The calls into the scheduler are straightforward to code except for the sleep call from ttywrite. There we had a busy loop of attempted enqueues into the output queue, and we need to replace it by blocking the process.

Might try:

if (enqueue(...) == FULLQ)
sleep(OUTPUT);
/* can we enqueue now? Not for sure! */

Suppose two processes, A and B, were unblocked by wakeup. If A gets to run first, it will use up the space in the output queue, but B will still be marked RUN, and will be chosen to run a little while later. It will return from sleep, but there will be no space in the output queue for it to use. It needs to call sleep again. So we really need something like:

while (enqueue(...) == FULLQ)
sleep(OUTPUT);

But what about mutex? We know from hw2 that enqueue needs mutex (cli()) to protect it against concurrent modifications to the queue data structure by itself and the dequeue in the interrupt handler, which can run in the middle of an enqueue unless we turn off interrupts.

Is that enough? Suppose we write guarded_enqueue(), which is just enqueue’s body surrounded by cli and sti (or set_eflags back to original value.), and similarly guarded_sleep(). Then we would have:

while (guarded_enqueue(...) == FULLQ)
guarded_sleep(OUTPUT);

But there’s a sneaky problem here called the lost wakeup problem. It was discussed in Tan, pg. 110 in the context of user-level sleep and wakeup calls. Luckily we are working inside the kernel here, so we are allowed to turn off interrupts as needed.

The problem is this.
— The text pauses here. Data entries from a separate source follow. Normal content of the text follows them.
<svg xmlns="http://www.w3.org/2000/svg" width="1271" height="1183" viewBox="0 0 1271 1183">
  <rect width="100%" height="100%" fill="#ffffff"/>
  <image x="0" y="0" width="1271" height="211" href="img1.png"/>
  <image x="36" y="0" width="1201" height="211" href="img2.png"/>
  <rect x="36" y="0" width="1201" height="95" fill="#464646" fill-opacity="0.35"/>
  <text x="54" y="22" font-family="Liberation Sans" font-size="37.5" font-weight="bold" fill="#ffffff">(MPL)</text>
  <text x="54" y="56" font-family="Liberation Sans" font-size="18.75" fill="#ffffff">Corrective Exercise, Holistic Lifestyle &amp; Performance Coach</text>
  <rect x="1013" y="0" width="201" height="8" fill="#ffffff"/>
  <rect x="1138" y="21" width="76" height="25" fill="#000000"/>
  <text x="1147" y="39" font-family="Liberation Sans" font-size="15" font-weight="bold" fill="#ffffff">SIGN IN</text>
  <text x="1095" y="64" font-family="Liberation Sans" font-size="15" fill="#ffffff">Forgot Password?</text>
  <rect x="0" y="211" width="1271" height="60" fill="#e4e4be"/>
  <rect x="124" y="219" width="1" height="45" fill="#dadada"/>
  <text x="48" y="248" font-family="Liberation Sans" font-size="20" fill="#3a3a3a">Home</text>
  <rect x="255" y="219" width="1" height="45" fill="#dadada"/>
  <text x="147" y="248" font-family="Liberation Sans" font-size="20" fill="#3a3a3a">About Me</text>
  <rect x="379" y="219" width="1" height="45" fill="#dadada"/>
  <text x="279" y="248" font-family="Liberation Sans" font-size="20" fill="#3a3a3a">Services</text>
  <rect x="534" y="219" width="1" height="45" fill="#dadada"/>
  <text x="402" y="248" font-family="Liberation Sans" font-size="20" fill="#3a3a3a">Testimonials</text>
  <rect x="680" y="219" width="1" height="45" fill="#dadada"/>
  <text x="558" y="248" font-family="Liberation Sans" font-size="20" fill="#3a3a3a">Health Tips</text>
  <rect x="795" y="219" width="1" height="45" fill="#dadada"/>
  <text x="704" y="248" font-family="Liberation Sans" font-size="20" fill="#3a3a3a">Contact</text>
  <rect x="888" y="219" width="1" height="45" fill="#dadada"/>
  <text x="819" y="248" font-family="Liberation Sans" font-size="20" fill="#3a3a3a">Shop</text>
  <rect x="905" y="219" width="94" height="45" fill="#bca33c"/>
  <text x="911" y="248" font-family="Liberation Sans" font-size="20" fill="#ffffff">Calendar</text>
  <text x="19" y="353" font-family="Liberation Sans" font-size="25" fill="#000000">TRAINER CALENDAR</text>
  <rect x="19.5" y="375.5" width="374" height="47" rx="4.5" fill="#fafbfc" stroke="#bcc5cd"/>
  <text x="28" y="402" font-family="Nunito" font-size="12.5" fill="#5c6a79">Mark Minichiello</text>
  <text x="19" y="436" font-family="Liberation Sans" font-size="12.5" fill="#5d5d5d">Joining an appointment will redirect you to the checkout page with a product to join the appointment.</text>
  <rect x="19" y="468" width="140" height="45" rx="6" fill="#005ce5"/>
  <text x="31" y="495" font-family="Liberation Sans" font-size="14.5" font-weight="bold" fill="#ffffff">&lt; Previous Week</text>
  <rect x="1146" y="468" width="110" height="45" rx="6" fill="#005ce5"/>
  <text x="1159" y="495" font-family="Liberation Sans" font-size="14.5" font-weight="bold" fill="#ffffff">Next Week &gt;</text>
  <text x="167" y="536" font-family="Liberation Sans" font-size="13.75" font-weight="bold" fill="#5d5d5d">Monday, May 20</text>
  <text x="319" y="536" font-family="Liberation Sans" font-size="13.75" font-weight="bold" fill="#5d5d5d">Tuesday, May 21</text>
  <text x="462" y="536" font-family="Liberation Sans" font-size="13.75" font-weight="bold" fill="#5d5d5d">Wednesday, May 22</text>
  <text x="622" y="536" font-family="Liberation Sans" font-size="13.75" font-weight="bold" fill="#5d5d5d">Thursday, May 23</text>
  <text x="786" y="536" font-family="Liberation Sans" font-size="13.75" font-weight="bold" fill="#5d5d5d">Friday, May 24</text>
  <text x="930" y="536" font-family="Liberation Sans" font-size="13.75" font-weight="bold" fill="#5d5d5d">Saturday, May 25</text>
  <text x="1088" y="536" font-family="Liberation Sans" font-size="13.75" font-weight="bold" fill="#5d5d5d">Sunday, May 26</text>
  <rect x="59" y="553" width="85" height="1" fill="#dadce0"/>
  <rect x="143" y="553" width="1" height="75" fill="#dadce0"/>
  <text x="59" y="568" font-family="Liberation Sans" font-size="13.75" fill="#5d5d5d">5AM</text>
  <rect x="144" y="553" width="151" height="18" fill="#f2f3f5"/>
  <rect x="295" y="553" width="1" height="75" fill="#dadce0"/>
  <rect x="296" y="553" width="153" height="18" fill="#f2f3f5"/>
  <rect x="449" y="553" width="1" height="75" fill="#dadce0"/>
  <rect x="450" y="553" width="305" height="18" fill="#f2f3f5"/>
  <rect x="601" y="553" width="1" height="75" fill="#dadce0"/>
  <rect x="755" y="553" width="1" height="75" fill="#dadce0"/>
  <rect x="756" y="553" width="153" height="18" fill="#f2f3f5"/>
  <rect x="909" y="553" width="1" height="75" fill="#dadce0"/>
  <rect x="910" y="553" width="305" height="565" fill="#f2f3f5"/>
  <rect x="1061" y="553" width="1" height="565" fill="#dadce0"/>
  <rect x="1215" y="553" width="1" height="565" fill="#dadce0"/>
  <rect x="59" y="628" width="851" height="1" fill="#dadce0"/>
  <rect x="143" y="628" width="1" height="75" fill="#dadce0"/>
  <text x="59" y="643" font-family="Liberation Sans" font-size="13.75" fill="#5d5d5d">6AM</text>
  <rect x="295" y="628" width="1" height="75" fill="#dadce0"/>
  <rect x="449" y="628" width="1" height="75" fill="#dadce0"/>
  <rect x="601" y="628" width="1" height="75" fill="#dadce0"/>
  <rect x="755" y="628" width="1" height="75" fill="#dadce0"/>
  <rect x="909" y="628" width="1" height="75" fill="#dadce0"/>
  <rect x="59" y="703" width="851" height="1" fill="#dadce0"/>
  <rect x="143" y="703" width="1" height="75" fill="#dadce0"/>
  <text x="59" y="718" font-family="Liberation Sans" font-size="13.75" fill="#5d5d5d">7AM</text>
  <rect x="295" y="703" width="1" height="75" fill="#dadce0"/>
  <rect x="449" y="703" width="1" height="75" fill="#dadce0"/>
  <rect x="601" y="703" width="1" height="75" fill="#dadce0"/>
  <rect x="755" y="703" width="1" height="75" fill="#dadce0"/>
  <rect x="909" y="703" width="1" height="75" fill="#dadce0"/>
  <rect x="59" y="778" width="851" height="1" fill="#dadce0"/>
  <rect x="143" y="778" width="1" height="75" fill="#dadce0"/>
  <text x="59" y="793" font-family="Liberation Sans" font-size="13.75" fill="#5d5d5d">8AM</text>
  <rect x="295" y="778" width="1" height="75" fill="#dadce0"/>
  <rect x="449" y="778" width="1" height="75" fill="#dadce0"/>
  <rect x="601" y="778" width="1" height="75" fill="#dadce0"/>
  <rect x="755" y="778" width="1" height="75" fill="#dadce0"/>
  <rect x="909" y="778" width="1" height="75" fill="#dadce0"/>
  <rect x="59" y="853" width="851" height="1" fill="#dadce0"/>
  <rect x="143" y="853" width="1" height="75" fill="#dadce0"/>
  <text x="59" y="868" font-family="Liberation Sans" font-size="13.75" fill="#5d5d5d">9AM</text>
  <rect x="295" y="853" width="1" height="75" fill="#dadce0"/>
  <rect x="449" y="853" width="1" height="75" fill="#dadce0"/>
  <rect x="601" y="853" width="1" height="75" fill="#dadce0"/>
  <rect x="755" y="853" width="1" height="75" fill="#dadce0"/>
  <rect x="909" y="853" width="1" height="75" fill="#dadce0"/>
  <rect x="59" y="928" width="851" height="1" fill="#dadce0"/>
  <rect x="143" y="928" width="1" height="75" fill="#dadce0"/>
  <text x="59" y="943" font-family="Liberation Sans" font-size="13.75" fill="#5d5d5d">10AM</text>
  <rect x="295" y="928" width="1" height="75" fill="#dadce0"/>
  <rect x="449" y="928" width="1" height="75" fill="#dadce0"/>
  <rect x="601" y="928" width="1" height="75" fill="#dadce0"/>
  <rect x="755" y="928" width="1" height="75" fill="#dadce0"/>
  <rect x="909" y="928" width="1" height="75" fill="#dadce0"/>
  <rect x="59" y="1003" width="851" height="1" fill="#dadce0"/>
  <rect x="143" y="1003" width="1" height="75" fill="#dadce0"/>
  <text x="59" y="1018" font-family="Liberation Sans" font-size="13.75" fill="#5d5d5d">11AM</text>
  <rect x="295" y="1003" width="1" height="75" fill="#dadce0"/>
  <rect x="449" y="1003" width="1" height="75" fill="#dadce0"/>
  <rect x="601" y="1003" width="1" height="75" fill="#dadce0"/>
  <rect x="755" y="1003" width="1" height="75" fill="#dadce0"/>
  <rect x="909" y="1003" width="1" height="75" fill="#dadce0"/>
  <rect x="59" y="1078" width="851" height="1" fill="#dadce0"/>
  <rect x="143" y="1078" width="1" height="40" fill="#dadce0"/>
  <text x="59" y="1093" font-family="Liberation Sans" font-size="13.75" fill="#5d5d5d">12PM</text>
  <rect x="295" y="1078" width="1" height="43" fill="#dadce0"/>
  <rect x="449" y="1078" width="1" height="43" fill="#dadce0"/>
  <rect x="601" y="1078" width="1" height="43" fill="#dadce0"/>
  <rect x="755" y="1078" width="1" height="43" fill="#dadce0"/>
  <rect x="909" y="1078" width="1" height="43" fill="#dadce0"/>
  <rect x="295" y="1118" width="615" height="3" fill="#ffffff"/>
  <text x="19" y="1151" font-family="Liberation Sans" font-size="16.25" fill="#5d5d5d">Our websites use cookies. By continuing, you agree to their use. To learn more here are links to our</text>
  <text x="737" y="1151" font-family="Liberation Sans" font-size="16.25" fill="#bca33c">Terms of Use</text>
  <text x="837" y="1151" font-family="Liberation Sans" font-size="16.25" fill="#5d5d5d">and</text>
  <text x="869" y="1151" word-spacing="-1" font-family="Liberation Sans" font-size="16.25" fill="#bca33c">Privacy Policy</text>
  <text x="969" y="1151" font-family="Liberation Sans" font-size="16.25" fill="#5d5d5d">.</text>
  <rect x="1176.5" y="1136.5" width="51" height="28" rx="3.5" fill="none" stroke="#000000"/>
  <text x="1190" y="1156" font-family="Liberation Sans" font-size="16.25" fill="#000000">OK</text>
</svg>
Suppose that just after guarded_enqueue returns with FULLQ, an interrupt happens that causes a dequeue and a call to wakeup. But this process is not yet blocked, so it is not unblocked. Instead, the wakeup does nothing at all to proctab[] (that’s OK in itself, maybe there’s no more output.) Then this code resumes and calls guarded_sleep, and this process may sleep forever (if it’s the last non-zombie process, for example.)

The solution is to put the cli()—sti() mutex region across more code:

cli();
while (enqueue(...) == FULLQ)
sleep(OUTPUT);
sti();

It’s a little scary to call sleep with interrupts off, but in fact they won’t be off long, because the sleep immediately calls schedule, which finds another process to run, and asmswtch swaps the EFLAGS with the IF in it, and the other process resumes execution, typically with IF=0 inside asmswtch, but it soon restores IF to 1 as it returns to user code. So the mutex (IF=0) is only holding for the execution in this process. The important thing for us here is that an interrupt can no longer occur in that bad spot described above. So even though there is a “mutex hole” at the call to sleep, we have what we need here.

More on the mutex hole: Suppose we have a global kernel variable x and we put:

cli();
x = 1;
while (enqueue(...) == FULLQ)
sleep(OUTPUT);
/* is x still = 1 here? Not necessarily, because of the mutex hole at sleep() */
sti();

You can see that the mutex hole allows another process to run in the middle of this sequence, and it could set x to some other value. So the use of cli—sti mutex along with sleep has to be thought out carefully. Basically there are two mutex regions, one before and the other after the call to sleep.